FIGURE 3. — **Semisynthetic protein *trans*-splicing of the wild type and the M86 mutant inteins.** A, overview of the semisynthetic protein *trans*-splicing reactions. *pep*, peptide; *C-term. cleavage*, C-terminal cleavage. B and D, the intein constructs 1 and 2 (15 μm) were incubated with peptides 1 and 2 (each 75 μm) for 24 h at 25 °C. Aliquots were removed at the indicated time points and analyzed by SDS-PAGE using Coomassie Brilliant Blue staining (*left*) and UV illumination (*right*). Note that construct 2 and its descendant construct 6 migrate significantly faster than constructs 1 and 5, respectively, although only differing in the eight mutations of the M86 intein. C and E, time courses of the protein *trans*-splicing reactions. Calculated molecular masses are: construct 1, 30.3 kDa; construct 2, 30.4 kDa; protein 3, 14.6 kDa; protein 4, 1.05 kDa; protein 5, 16.7 kDa; protein 6, 16.7 kDa; protein 7, 13.7 kDa (the *asterisks* denote contaminant impurity protein bands). *Error bars* indicate S.D.

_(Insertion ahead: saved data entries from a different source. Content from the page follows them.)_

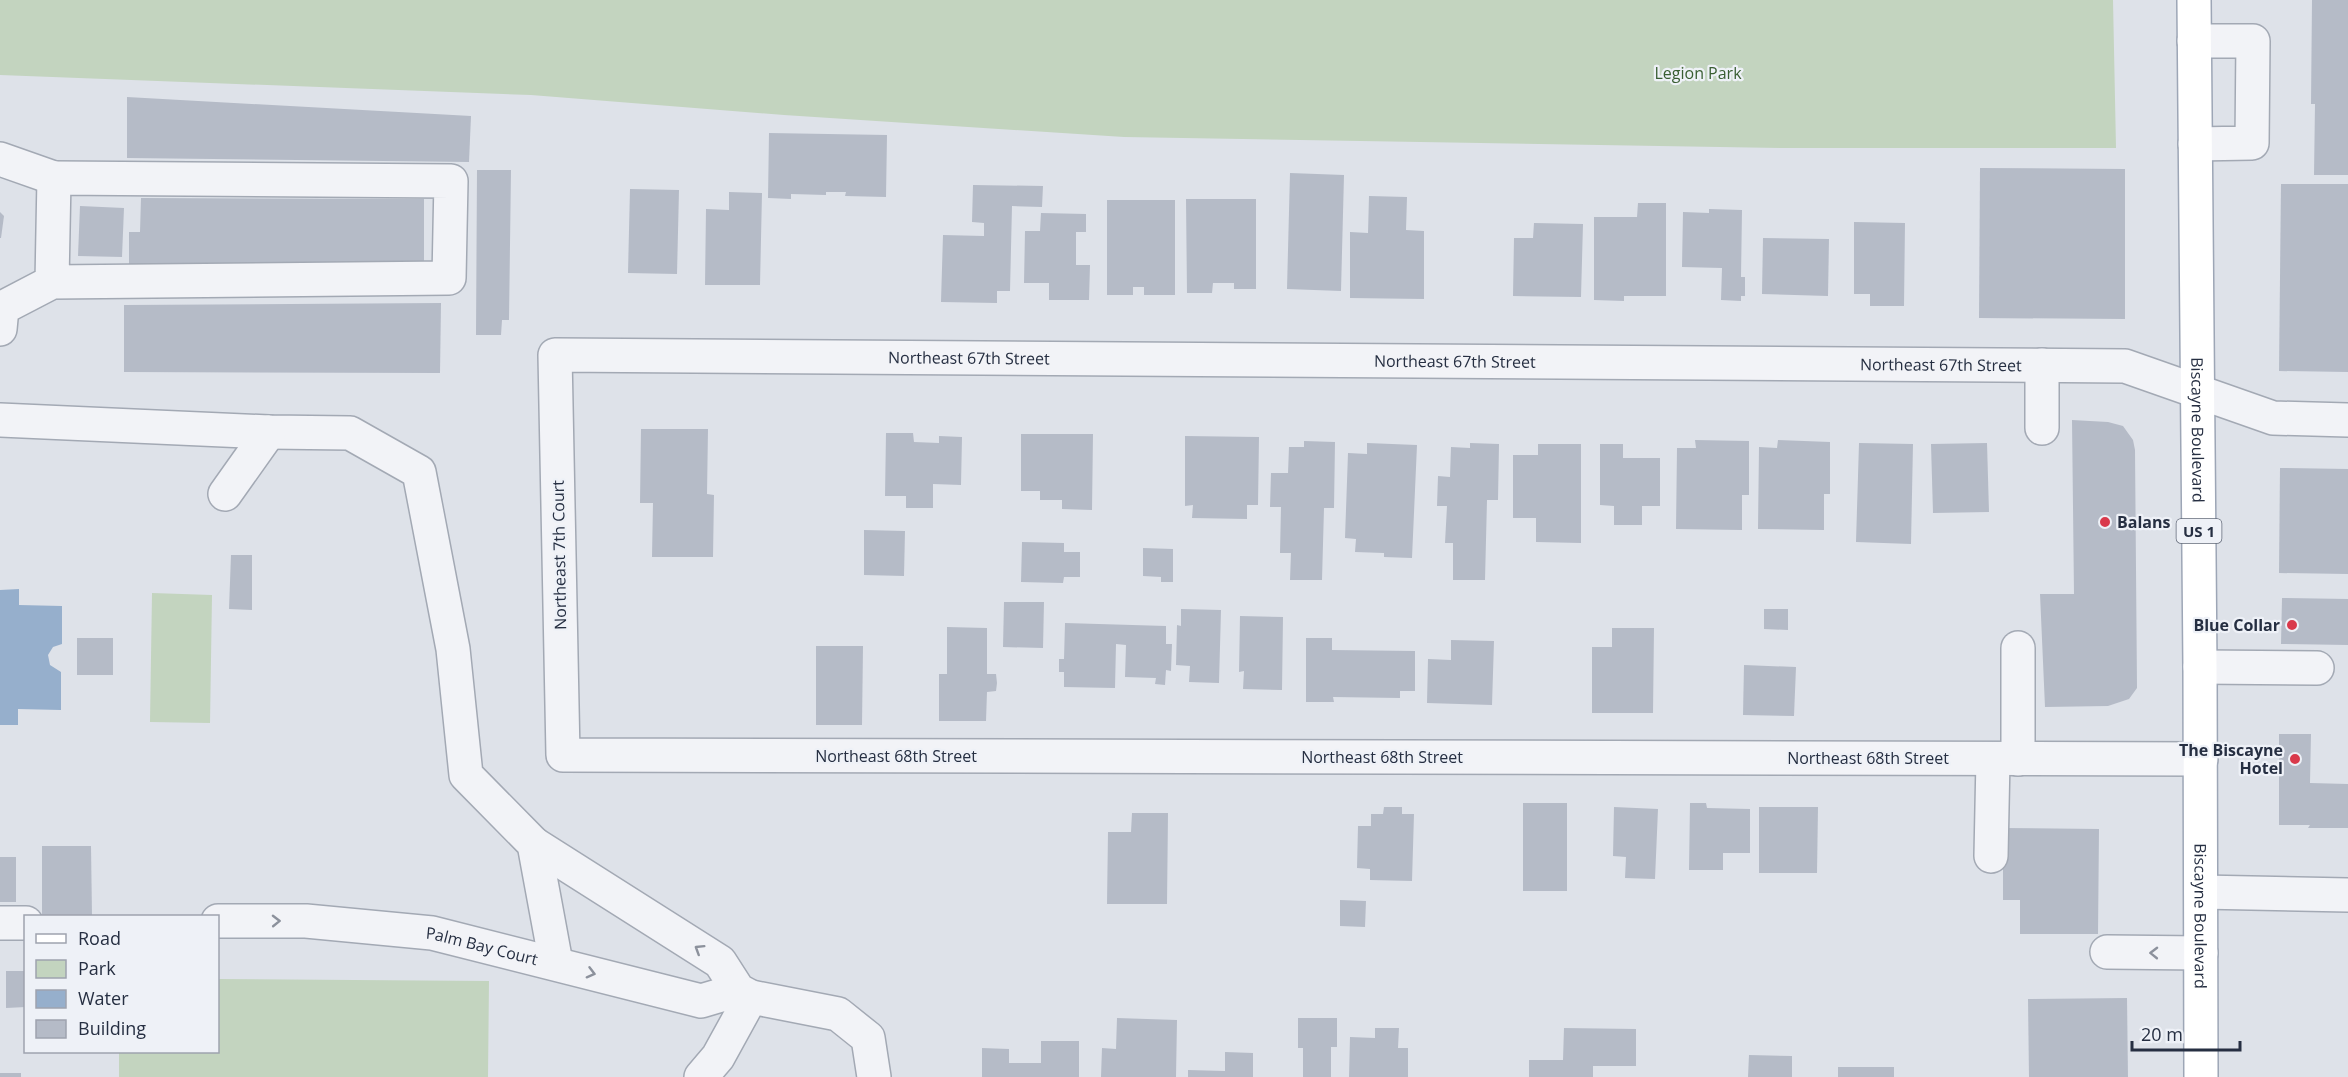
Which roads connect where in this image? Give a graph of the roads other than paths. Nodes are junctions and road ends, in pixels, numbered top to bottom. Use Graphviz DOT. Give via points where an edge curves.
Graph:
graph roads {
  1 [pos="2194,0"];
  2 [pos="2194,41"];
  3 [pos="2195,144"];
  4 [pos="0,159"];
  5 [pos="54,178"];
  6 [pos="52,282"];
  7 [pos="0,315"];
  8 [pos="555,355"];
  9 [pos="2042,365"];
  10 [pos="2198,392"];
  11 [pos="0,420"];
  12 [pos="2348,420"];
  13 [pos="2042,428"];
  14 [pos="269,432"];
  15 [pos="225,494"];
  16 [pos="2018,648"];
  17 [pos="2200,667"];
  18 [pos="2317,668"];
  19 [pos="563,755"];
  20 [pos="2006,759"];
  21 [pos="2201,759"];
  22 [pos="534,844"];
  23 [pos="1991,856"];
  24 [pos="2201,892"];
  25 [pos="2348,895"];
  26 [pos="219,921"];
  27 [pos="0,923"];
  28 [pos="24,923"];
  29 [pos="2107,952"];
  30 [pos="2201,953"];
  31 [pos="556,963"];
  32 [pos="745,994"];
  33 [pos="701,1077"];
  34 [pos="874,1077"];
  35 [pos="2201,1077"];
  1 -- 2 [label="main road, Biscayne Boulevard / US 1"];
  2 -- 3 [label="main road, Biscayne Boulevard / US 1"];
  2 -- 3 [label="street" via="2253,41 2252,143"];
  3 -- 10 [label="main road, Biscayne Boulevard / US 1"];
  4 -- 5 [label="street"];
  5 -- 6 [label="street"];
  5 -- 6 [label="street" via="451,181 450,256 449,278"];
  6 -- 7 [label="street"];
  8 -- 9 [label="street, Northeast 67th Street"];
  8 -- 19 [label="street, Northeast 7th Court"];
  9 -- 10 [label="street, Northeast 67th Street" via="2125,366"];
  9 -- 13 [label="street"];
  10 -- 12 [label="street, Northeast 67th Street" via="2273,418"];
  10 -- 17 [label="main road, Biscayne Boulevard / US 1"];
  11 -- 14 [label="street"];
  14 -- 15 [label="street"];
  14 -- 22 [label="street" via="350,433 419,472 453,649 466,775"];
  16 -- 20 [label="street"];
  17 -- 18 [label="street"];
  17 -- 21 [label="main road, Biscayne Boulevard / US 1"];
  19 -- 20 [label="street, Northeast 68th Street"];
  20 -- 21 [label="street, Northeast 68th Street"];
  20 -- 23 [label="street"];
  21 -- 24 [label="main road, Biscayne Boulevard / US 1"];
  22 -- 31 [label="street"];
  32 -- 22 [label="street, one-way" via="720,962"];
  24 -- 25 [label="street"];
  24 -- 30 [label="main road, Biscayne Boulevard / US 1"];
  26 -- 31 [label="street, Palm Bay Court, one-way" via="306,921 432,933"];
  27 -- 28 [label="street"];
  30 -- 29 [label="street, one-way"];
  30 -- 35 [label="main road, Biscayne Boulevard / US 1"];
  31 -- 32 [label="street, Palm Bay Court, one-way" via="701,1001"];
  32 -- 33 [label="street" via="718,1058"];
  32 -- 34 [label="street, Palm Bay Court" via="838,1014 868,1038"];
}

We also studied the effect of the M86 mutations on extein sequence dependence. Consistent with previous studies (38), when wild type construct 1 was incubated with a peptide containing the Gly(−1)Ala substitution (indicated by underlining) (peptide 2; Fl-KKESA-I^N), only marginal trans-splicing (∼2% after 24 h) and significant C-terminal cleavage (35% after 24 h) were observed. In contrast, construct 2 derived from the M86 mutant yielded 50% splice product and 40% C-terminal cleavage with the same peptide (Fig. 3, D and E). The rate for the trans-splicing reaction was still faster (k = 4.5 ± 0.7 × 10⁻⁴ s⁻¹) than for the parent split intein in the context of the native Gly(−1).

Incubation of both I^C constructs with a peptide containing a substitution of the active site Cys-1 to Ala (indicated by underlining) (peptide 3; Fl-KKESGAISGDSLISLA) blocked splicing, as expected. Interestingly, construct 1 was turned over to the C-terminal cleavage product in 50% yield, whereas the M86 mutant construct 2 was almost fully (96%) converted (see supplemental Fig. S2). These data showed that C-terminal cleavage is not generally suppressed in the M86 mutant, but only relative to protein trans-splicing activity.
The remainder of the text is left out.